Brief>
Search the data for the word "Antuna" and copy every line where it occurs.

Listed records>
┄┄┄┄┄┄┄┄┄┄
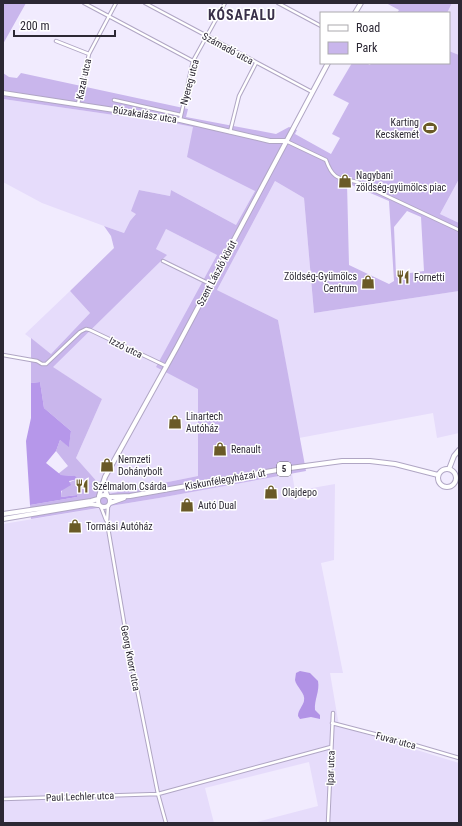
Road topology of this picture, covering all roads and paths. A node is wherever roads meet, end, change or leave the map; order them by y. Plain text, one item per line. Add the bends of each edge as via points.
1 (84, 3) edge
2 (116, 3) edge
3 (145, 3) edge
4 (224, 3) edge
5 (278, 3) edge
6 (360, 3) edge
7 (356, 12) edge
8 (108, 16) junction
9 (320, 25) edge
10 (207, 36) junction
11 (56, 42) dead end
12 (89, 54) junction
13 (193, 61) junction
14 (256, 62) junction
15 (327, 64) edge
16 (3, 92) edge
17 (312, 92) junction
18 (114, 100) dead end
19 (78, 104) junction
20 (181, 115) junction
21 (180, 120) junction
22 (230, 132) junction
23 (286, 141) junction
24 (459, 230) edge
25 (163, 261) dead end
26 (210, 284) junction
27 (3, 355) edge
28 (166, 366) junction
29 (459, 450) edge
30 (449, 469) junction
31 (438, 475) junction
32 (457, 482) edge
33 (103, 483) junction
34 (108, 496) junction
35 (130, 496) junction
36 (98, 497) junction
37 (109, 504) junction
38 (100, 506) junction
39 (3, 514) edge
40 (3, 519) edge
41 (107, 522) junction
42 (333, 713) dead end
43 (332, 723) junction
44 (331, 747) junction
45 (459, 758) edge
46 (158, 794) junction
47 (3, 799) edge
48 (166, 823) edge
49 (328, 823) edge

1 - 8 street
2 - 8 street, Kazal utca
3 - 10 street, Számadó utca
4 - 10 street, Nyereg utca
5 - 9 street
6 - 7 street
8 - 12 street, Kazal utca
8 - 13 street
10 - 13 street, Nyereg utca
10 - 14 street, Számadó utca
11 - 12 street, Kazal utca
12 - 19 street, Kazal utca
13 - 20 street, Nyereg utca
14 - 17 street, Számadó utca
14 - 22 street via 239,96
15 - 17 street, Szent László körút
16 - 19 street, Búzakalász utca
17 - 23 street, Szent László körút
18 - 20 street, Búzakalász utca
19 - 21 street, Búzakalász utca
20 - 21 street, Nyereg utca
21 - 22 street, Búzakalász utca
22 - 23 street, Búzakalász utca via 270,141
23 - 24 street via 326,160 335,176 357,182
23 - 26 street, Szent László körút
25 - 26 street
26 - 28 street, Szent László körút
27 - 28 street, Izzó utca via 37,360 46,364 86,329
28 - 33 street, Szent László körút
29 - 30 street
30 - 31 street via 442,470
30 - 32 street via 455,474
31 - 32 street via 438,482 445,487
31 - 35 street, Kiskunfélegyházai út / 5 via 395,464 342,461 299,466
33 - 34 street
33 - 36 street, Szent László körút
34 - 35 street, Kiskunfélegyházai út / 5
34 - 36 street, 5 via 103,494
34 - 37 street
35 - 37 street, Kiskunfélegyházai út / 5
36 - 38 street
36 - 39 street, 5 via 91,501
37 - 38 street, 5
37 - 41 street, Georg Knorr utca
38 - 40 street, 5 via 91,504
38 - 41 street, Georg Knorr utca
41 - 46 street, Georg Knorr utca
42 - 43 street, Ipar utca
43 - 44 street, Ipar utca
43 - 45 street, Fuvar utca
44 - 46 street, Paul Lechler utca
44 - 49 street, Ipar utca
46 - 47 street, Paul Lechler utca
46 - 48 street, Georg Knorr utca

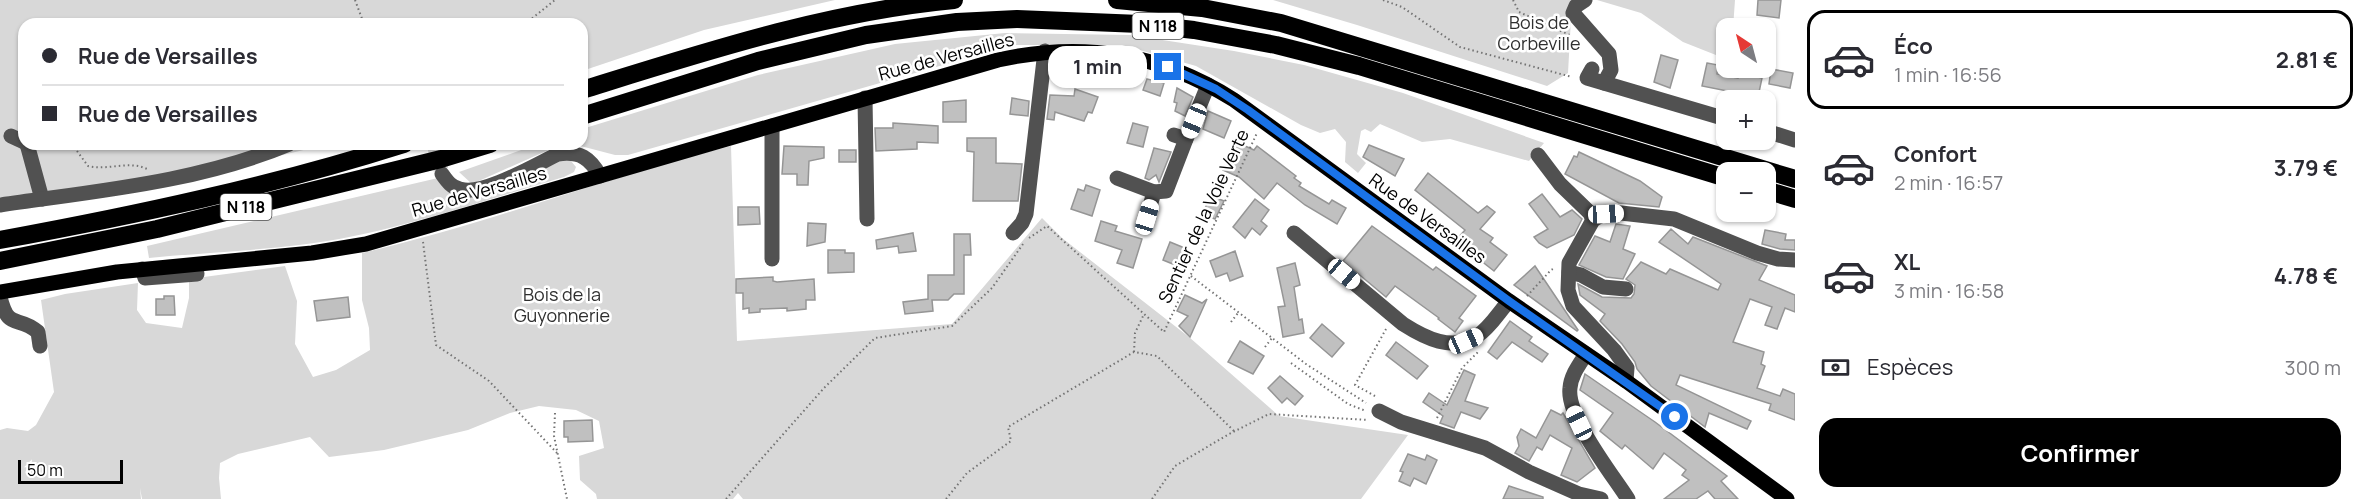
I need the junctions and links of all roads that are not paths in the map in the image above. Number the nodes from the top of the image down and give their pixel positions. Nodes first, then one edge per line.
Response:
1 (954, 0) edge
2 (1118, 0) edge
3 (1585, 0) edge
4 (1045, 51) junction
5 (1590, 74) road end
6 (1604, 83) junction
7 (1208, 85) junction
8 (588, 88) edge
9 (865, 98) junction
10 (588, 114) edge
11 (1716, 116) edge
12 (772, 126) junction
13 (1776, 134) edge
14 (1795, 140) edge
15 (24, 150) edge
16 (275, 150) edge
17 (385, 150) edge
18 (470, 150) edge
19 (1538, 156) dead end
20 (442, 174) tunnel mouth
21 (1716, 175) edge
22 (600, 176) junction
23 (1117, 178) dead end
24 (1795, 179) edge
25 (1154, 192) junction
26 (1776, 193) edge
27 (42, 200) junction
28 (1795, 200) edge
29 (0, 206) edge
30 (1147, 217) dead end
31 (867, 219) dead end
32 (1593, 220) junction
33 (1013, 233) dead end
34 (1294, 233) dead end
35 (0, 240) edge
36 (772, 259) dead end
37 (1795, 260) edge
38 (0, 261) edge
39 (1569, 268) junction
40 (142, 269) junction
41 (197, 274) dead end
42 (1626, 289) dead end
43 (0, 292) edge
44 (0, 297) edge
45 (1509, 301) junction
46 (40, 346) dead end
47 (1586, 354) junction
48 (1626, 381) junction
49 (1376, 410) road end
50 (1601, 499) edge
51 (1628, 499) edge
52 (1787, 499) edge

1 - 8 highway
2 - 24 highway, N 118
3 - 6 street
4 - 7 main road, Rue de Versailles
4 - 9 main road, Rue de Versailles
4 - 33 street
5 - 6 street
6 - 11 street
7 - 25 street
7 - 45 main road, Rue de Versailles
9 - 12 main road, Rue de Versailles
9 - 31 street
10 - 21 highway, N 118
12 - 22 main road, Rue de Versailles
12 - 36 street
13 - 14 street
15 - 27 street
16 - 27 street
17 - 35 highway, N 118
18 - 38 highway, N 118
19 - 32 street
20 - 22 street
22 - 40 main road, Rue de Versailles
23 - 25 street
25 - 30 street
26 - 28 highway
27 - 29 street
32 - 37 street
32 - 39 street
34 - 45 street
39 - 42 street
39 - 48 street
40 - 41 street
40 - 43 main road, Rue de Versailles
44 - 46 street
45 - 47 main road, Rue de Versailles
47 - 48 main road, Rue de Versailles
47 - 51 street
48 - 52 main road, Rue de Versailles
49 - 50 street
┄┄┄┄┄┄┄┄┄┄
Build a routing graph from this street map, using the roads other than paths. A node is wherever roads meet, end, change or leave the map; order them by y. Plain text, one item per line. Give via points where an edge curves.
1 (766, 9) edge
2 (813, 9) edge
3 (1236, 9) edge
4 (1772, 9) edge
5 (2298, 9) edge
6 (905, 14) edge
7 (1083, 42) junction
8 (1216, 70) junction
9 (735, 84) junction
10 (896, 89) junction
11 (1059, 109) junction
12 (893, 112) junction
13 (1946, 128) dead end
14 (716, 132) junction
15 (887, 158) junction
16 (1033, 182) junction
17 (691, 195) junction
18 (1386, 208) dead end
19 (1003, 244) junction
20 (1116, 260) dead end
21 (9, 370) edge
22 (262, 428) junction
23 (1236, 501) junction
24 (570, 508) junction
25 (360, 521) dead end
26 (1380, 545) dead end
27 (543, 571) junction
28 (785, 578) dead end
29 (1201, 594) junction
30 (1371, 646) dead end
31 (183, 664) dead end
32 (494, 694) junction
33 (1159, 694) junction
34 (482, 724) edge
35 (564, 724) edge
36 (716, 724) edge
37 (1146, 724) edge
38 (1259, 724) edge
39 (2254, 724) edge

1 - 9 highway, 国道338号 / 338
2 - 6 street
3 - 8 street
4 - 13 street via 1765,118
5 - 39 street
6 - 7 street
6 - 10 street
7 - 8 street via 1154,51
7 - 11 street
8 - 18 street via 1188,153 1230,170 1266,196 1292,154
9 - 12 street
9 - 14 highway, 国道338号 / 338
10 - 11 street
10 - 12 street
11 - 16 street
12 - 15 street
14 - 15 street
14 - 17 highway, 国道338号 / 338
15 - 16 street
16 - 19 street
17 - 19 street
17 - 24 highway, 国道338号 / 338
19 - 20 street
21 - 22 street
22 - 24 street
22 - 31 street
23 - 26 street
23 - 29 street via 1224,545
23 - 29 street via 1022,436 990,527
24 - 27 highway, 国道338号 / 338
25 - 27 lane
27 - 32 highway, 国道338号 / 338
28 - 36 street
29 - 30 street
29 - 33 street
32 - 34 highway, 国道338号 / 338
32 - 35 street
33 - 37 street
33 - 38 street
┄┄┄┄┄┄┄┄┄┄
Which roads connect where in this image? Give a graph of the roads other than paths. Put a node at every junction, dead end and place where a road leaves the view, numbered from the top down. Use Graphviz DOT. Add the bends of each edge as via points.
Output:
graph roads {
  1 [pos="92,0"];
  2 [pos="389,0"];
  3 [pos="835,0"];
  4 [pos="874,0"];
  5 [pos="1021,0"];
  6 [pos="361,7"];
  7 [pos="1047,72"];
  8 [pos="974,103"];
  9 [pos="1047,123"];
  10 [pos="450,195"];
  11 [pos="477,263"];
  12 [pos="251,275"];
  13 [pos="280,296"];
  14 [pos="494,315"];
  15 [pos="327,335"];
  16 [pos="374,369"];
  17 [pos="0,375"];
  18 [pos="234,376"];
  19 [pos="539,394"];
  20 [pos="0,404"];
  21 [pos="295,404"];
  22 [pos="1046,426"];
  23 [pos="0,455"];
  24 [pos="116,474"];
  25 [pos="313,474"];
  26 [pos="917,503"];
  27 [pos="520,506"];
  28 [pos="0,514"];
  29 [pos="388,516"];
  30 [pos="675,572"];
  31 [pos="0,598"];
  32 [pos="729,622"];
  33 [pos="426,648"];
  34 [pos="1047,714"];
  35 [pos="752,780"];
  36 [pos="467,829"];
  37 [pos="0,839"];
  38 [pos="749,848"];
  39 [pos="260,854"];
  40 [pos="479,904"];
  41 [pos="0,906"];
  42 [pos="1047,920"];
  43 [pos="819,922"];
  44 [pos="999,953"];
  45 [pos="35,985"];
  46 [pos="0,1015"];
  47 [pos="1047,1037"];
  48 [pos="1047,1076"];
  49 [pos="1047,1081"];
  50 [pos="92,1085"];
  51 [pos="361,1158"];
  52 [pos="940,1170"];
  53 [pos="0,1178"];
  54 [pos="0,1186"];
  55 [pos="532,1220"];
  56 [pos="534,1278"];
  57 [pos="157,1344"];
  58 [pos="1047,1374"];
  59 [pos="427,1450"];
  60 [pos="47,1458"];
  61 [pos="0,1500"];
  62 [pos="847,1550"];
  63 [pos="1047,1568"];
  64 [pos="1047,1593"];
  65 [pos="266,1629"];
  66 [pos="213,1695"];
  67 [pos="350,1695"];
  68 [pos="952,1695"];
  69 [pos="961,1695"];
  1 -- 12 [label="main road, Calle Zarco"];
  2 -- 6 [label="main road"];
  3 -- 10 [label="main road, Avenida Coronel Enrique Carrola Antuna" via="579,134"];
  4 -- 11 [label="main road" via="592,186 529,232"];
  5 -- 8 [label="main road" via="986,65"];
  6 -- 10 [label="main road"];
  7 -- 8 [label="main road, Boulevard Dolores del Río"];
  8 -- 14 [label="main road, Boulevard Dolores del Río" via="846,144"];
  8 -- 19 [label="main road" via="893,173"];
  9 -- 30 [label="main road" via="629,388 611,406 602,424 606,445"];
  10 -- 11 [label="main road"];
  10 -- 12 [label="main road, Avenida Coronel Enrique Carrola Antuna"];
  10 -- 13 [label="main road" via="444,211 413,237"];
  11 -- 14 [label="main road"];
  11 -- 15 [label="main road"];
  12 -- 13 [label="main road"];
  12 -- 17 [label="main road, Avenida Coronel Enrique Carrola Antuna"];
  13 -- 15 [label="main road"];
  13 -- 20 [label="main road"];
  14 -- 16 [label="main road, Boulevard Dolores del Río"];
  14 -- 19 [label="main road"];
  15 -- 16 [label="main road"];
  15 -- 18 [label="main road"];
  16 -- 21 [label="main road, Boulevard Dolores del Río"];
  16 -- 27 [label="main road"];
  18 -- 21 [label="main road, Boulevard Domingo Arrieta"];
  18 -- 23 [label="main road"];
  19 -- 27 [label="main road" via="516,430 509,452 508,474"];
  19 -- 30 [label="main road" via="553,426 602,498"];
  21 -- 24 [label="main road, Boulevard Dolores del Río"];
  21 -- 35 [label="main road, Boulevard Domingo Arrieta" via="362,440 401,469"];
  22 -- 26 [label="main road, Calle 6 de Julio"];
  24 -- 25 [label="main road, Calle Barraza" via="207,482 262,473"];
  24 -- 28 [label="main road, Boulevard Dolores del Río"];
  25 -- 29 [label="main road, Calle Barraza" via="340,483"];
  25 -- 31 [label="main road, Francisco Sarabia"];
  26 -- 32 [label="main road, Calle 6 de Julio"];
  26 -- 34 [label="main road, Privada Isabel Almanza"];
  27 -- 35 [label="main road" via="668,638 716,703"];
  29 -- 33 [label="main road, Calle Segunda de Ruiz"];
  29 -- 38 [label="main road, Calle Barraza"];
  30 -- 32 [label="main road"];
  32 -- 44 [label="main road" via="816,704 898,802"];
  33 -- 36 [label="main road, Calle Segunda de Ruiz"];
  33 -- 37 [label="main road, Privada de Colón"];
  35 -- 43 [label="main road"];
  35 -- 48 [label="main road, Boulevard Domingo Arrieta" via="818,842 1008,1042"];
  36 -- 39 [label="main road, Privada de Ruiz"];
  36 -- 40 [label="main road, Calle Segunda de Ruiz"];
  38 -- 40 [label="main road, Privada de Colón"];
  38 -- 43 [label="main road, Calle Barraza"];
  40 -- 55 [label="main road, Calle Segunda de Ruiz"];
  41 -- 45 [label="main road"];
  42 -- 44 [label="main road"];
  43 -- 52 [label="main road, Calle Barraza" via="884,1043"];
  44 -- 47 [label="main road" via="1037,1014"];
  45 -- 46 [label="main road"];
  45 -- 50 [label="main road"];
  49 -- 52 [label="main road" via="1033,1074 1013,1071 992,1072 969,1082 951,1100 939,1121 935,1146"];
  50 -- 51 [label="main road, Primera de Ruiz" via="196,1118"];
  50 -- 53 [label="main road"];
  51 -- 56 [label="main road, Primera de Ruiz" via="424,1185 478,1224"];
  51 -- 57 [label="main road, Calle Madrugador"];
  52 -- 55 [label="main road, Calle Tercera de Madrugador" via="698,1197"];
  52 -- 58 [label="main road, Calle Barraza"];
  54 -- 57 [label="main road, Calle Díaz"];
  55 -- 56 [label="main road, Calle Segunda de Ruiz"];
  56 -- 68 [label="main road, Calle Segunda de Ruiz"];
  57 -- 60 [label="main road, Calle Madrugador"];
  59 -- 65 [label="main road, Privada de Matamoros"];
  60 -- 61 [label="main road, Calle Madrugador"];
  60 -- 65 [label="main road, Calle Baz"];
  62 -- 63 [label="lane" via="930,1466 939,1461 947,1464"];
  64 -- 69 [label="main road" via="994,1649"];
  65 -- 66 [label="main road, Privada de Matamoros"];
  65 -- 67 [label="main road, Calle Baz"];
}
┄┄┄┄┄┄┄┄┄┄
Result>
  3 -- 10 [label="main road, Avenida Coronel Enrique Carrola Antuna" via="579,134"];
  10 -- 12 [label="main road, Avenida Coronel Enrique Carrola Antuna"];
  12 -- 17 [label="main road, Avenida Coronel Enrique Carrola Antuna"];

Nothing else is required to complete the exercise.